Confused about incompleteness of rational numbers

Question

The following two facts about rational numbers confuse me a bit:

1. Rational numbers are ordered but unlike real numbers are not complete. The incompleteness is due to the existence of gaps in the rational numbers. When we say gaps for this ordered objects, doesn't it intuitively mean that there should exist a pair of rational numbers with a gap in between them.

2. There exist infinitely many rational numbers in between any two rational numbers. Doesn't this intuitively mean there is no gap between any two rational numbers?

Answer 1

A gap in the set of rational numbers is a pair of non-empty sets $A,B$ of rational numbers such that

• every rational number is a member of $A$ or of $B$, and
• every member of $A$ is strictly less than every member of $B$ (and consequently no number can be a member of both), and
• $A$ has no largest member and $B$ has no smallest member. For every number $a_1\in A$ there is some number $a_2\in A$ such that $a_2>a_1$ and for every number $b_1\in B$ there is sum number $b_2\in B$ such that $b_2< b_1.$

If $A$ is the set of all rational numbers less than $\sqrt 2$ and $B$ is the set of all rational numbers greater than $\sqrt 2,$ that is a gap.

The set of all real numbers, by contrast, has no gaps.

Answer 2

A "gap" does not refer to a gap between two individual rational numbers. Instead, it refers to a gap between two sets of rational numbers.

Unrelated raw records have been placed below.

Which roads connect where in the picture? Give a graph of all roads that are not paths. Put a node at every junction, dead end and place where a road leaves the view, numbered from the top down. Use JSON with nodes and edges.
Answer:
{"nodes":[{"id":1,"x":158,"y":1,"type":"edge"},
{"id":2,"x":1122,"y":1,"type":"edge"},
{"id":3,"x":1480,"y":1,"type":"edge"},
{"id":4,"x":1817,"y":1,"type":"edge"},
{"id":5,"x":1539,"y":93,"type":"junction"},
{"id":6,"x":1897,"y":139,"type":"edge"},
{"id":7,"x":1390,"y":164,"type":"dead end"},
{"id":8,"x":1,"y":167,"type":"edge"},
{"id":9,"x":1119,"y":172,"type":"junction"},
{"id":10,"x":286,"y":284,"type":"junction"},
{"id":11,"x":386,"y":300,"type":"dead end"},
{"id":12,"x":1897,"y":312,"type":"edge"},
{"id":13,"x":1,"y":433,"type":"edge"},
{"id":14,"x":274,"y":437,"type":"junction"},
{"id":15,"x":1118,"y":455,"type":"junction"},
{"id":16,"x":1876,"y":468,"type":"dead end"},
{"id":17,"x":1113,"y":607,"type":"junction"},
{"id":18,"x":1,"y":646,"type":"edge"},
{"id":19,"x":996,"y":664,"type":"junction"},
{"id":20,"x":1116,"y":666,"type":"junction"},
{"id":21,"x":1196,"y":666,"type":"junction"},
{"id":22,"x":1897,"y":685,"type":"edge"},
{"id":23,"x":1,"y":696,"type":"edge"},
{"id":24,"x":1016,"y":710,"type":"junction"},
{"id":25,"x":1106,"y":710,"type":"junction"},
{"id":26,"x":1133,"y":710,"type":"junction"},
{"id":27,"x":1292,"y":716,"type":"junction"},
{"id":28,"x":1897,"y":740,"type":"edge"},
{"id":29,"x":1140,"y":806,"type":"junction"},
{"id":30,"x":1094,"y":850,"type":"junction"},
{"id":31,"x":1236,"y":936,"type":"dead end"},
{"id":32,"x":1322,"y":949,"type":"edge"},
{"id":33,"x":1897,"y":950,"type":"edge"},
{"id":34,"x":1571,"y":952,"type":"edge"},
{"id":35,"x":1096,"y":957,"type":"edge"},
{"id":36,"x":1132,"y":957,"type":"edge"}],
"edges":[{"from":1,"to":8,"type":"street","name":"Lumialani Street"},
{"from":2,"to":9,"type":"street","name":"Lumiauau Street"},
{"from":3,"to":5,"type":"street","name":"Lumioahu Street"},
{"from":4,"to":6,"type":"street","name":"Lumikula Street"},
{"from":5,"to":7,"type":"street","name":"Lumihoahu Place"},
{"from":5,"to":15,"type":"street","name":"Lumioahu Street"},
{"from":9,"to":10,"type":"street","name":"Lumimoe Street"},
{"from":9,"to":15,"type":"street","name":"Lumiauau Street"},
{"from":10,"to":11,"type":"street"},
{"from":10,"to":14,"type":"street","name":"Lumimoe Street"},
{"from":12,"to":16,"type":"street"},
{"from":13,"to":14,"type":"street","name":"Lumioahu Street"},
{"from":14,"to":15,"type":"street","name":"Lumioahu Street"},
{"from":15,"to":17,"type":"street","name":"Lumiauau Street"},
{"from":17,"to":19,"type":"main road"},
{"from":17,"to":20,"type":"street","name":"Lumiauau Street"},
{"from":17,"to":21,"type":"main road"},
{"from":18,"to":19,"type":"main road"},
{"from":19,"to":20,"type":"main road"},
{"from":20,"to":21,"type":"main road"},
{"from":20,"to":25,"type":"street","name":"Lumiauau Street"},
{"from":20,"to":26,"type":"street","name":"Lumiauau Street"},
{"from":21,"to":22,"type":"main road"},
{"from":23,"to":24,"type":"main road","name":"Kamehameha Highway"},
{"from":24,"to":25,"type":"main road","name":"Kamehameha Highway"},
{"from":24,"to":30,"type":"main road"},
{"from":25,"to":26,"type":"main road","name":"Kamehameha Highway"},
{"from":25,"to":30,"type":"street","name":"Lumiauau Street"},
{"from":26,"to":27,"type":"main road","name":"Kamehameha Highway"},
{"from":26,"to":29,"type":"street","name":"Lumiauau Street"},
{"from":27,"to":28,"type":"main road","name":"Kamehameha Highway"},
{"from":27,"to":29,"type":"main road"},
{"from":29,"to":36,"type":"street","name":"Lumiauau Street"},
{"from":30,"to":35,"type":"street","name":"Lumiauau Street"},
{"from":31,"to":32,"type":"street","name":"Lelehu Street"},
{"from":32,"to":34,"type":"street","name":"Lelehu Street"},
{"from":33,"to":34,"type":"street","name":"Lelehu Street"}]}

For instance, let $A$ be the set of all rational numbers $q$ such that either $q\leq 0$ or $q^2<2$ and let $B$ be the set of all positive rational numbers $q$ such that $q^2>2$. Then every element of $A$ is less than every element of $B$. But there is no rational number that is "right between" $A$ and $B$. That is, there is no rational number $q$ that is greater than or equal to every element of $A$ and less than or equal to every element of $B$. Indeed, you can prove that if such a $q$ existed, then $q^2$ would have to be $2$, but there is no rational number whose square is $2$. So there is a "gap" between the sets $A$ and $B$ in the rational numbers.

For a simpler example, instead of thinking about rational numbers, consider the set of all nonzero real numbers. This set has a "gap" at zero: you have the negative numbers and the positive numbers, but you have no number in between them. But this gap is not between any two individual numbers, since there is no largest negative number or smallest positive number.

More intuitively, imagine you have a number line and you "point to a spot" on the number line. If there is not actually any number where you pointed, then you can think of that as a "gap" in your number line. The business with the sets $A$ and $B$ is just a way of making the idea of "pointing to a spot" mathematically precise while staying within your number system (which can't refer directly to your spot since it has no number there!). Instead of referring to the spot itself, you can refer to the set of all the numbers that are to the left of the spot (that's $A$) and the set of all the numbers that are to the right of the spot (that's $B$). These sets together tell you exactly where your spot should be.